Give back every record exactly, with its pictures left out.

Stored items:

'''

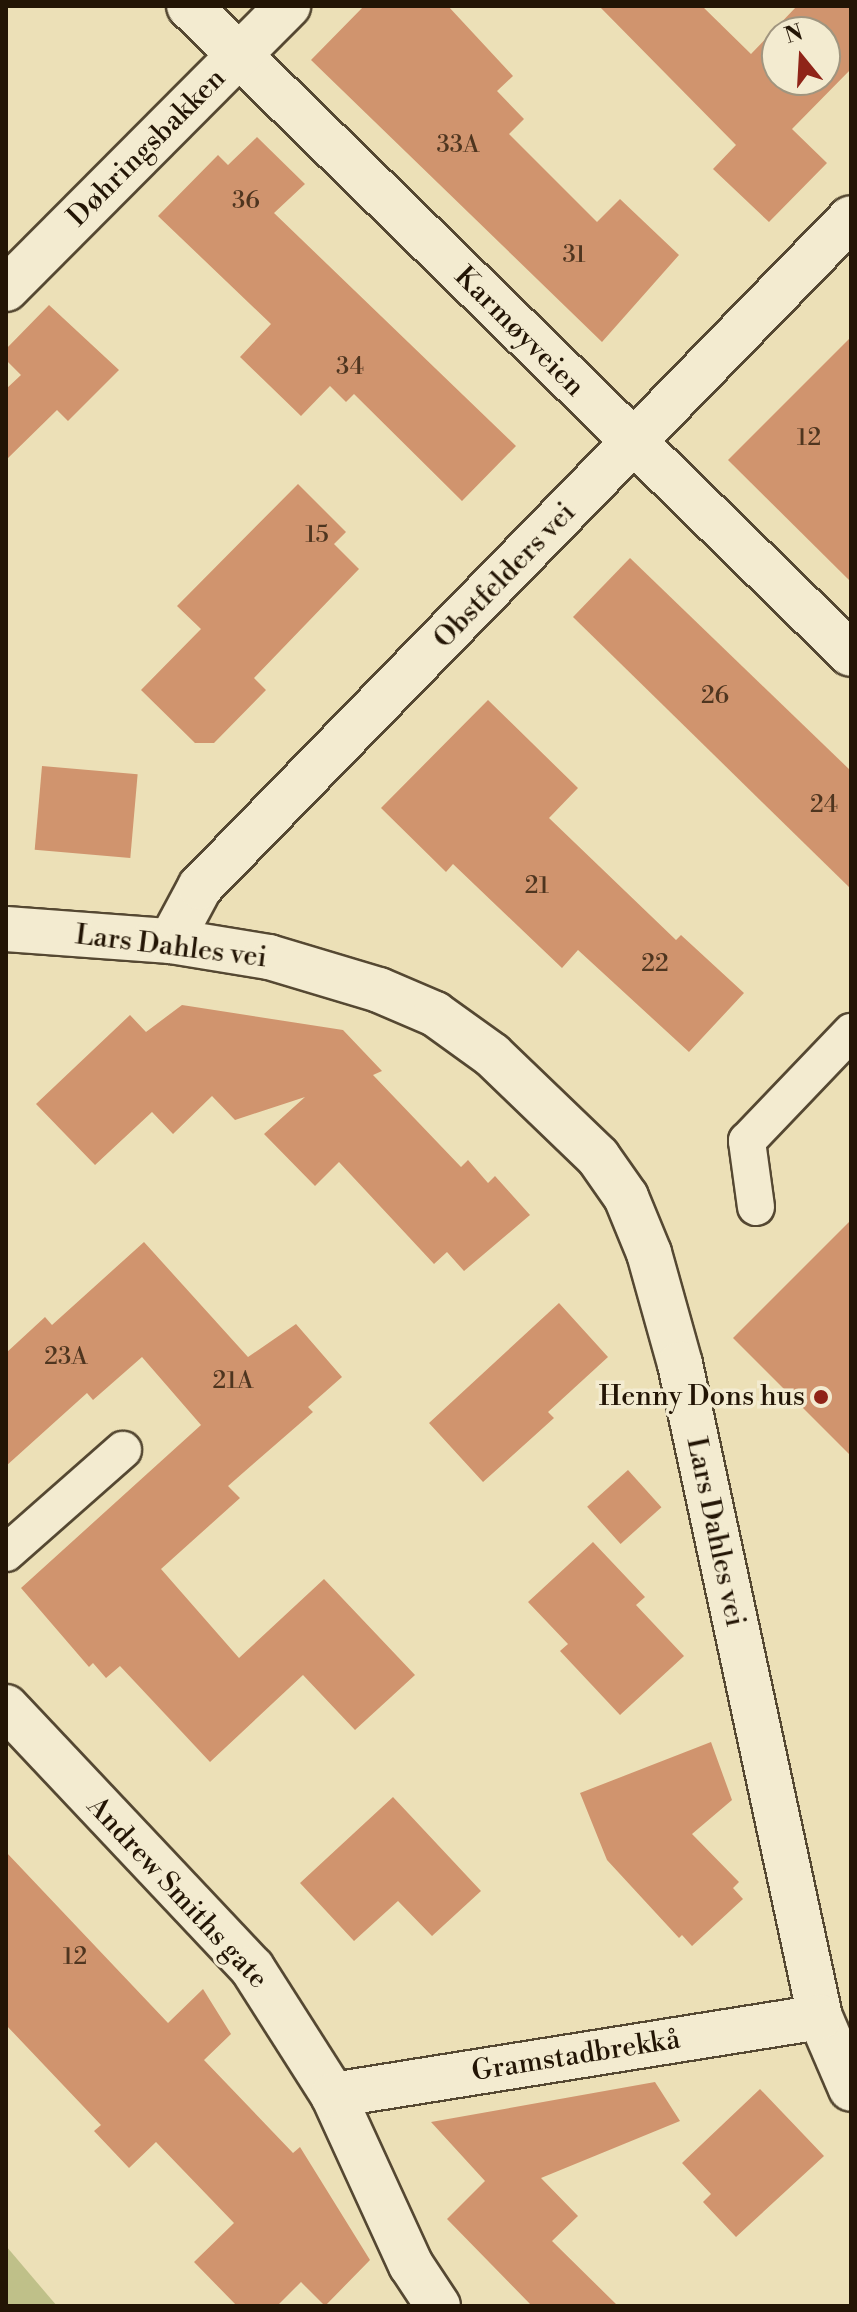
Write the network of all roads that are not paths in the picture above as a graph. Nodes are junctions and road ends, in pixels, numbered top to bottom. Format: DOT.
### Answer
graph roads {
  1 [pos="189,6"];
  2 [pos="288,6"];
  3 [pos="241,54"];
  4 [pos="851,218"];
  5 [pos="6,289"];
  6 [pos="633,444"];
  7 [pos="851,654"];
  8 [pos="6,929"];
  9 [pos="171,941"];
  10 [pos="851,1032"];
  11 [pos="756,1207"];
  12 [pos="123,1450"];
  13 [pos="6,1553"];
  14 [pos="6,1707"];
  15 [pos="820,2017"];
  16 [pos="851,2089"];
  17 [pos="333,2095"];
  18 [pos="438,2306"];
  1 -- 3 [label="street, Karmøyveien"];
  2 -- 3 [label="street, Døhringsbakken"];
  3 -- 5 [label="street, Døhringsbakken"];
  3 -- 6 [label="street, Karmøyveien"];
  4 -- 6 [label="street, Obstfelders vei"];
  6 -- 7 [label="street, Karmøyveien"];
  6 -- 9 [label="street, Obstfelders vei"];
  8 -- 9 [label="street, Lars Dahles vei"];
  9 -- 15 [label="street, Lars Dahles vei"];
  10 -- 11 [label="lane"];
  12 -- 13 [label="lane"];
  14 -- 17 [label="street, Andrew Smiths gate"];
  15 -- 16 [label="street, Lars Dahles vei"];
  15 -- 17 [label="street, Gramstadbrekkå"];
  17 -- 18 [label="street, Andrew Smiths gate"];
}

'''

*YOUR SOLUTION*
Write the network of all roads that are not paths in the picture above as a graph. Nodes are junctions and road ends, in pixels, numbered top to bottom. Format: DOT.
### Answer
graph roads {
  1 [pos="189,6"];
  2 [pos="288,6"];
  3 [pos="241,54"];
  4 [pos="851,218"];
  5 [pos="6,289"];
  6 [pos="633,444"];
  7 [pos="851,654"];
  8 [pos="6,929"];
  9 [pos="171,941"];
  10 [pos="851,1032"];
  11 [pos="756,1207"];
  12 [pos="123,1450"];
  13 [pos="6,1553"];
  14 [pos="6,1707"];
  15 [pos="820,2017"];
  16 [pos="851,2089"];
  17 [pos="333,2095"];
  18 [pos="438,2306"];
  1 -- 3 [label="street, Karmøyveien"];
  2 -- 3 [label="street, Døhringsbakken"];
  3 -- 5 [label="street, Døhringsbakken"];
  3 -- 6 [label="street, Karmøyveien"];
  4 -- 6 [label="street, Obstfelders vei"];
  6 -- 7 [label="street, Karmøyveien"];
  6 -- 9 [label="street, Obstfelders vei"];
  8 -- 9 [label="street, Lars Dahles vei"];
  9 -- 15 [label="street, Lars Dahles vei"];
  10 -- 11 [label="lane"];
  12 -- 13 [label="lane"];
  14 -- 17 [label="street, Andrew Smiths gate"];
  15 -- 16 [label="street, Lars Dahles vei"];
  15 -- 17 [label="street, Gramstadbrekkå"];
  17 -- 18 [label="street, Andrew Smiths gate"];
}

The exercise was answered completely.